Items listed in a dataset:
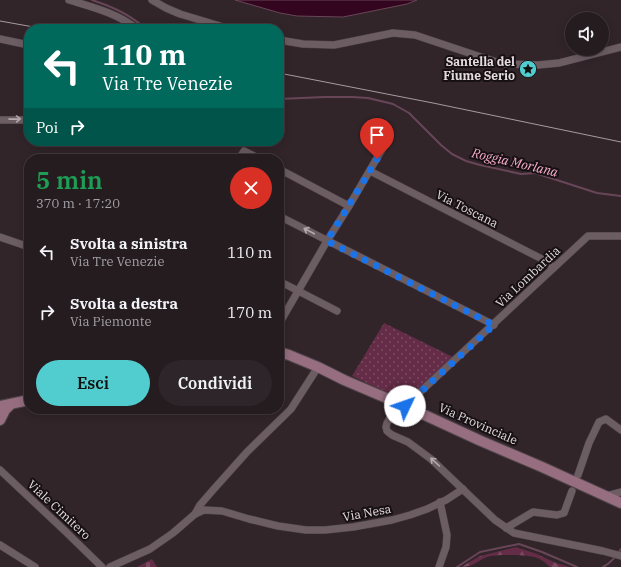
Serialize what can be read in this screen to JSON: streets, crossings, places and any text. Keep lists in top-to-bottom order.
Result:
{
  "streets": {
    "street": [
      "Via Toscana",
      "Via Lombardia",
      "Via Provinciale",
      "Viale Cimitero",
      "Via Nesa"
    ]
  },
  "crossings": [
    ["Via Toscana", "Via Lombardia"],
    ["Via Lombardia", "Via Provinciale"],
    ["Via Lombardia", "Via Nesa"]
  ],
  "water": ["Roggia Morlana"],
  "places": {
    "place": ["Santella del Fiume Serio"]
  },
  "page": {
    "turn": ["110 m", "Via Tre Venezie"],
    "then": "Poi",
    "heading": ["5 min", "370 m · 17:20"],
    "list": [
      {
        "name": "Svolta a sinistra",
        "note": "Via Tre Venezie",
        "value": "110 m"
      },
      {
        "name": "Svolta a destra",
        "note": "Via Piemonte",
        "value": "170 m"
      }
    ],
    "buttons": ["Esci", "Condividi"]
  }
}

* [WORK INSTRUCTIONS]:
Output the data above exactly, excluding images.

* [YOUR RESPONSE]:
Serialize what can be read in this screen to JSON: streets, crossings, places and any text. Keep lists in top-to-bottom order.
Result:
{
  "streets": {
    "street": [
      "Via Toscana",
      "Via Lombardia",
      "Via Provinciale",
      "Viale Cimitero",
      "Via Nesa"
    ]
  },
  "crossings": [
    ["Via Toscana", "Via Lombardia"],
    ["Via Lombardia", "Via Provinciale"],
    ["Via Lombardia", "Via Nesa"]
  ],
  "water": ["Roggia Morlana"],
  "places": {
    "place": ["Santella del Fiume Serio"]
  },
  "page": {
    "turn": ["110 m", "Via Tre Venezie"],
    "then": "Poi",
    "heading": ["5 min", "370 m · 17:20"],
    "list": [
      {
        "name": "Svolta a sinistra",
        "note": "Via Tre Venezie",
        "value": "110 m"
      },
      {
        "name": "Svolta a destra",
        "note": "Via Piemonte",
        "value": "170 m"
      }
    ],
    "buttons": ["Esci", "Condividi"]
  }
}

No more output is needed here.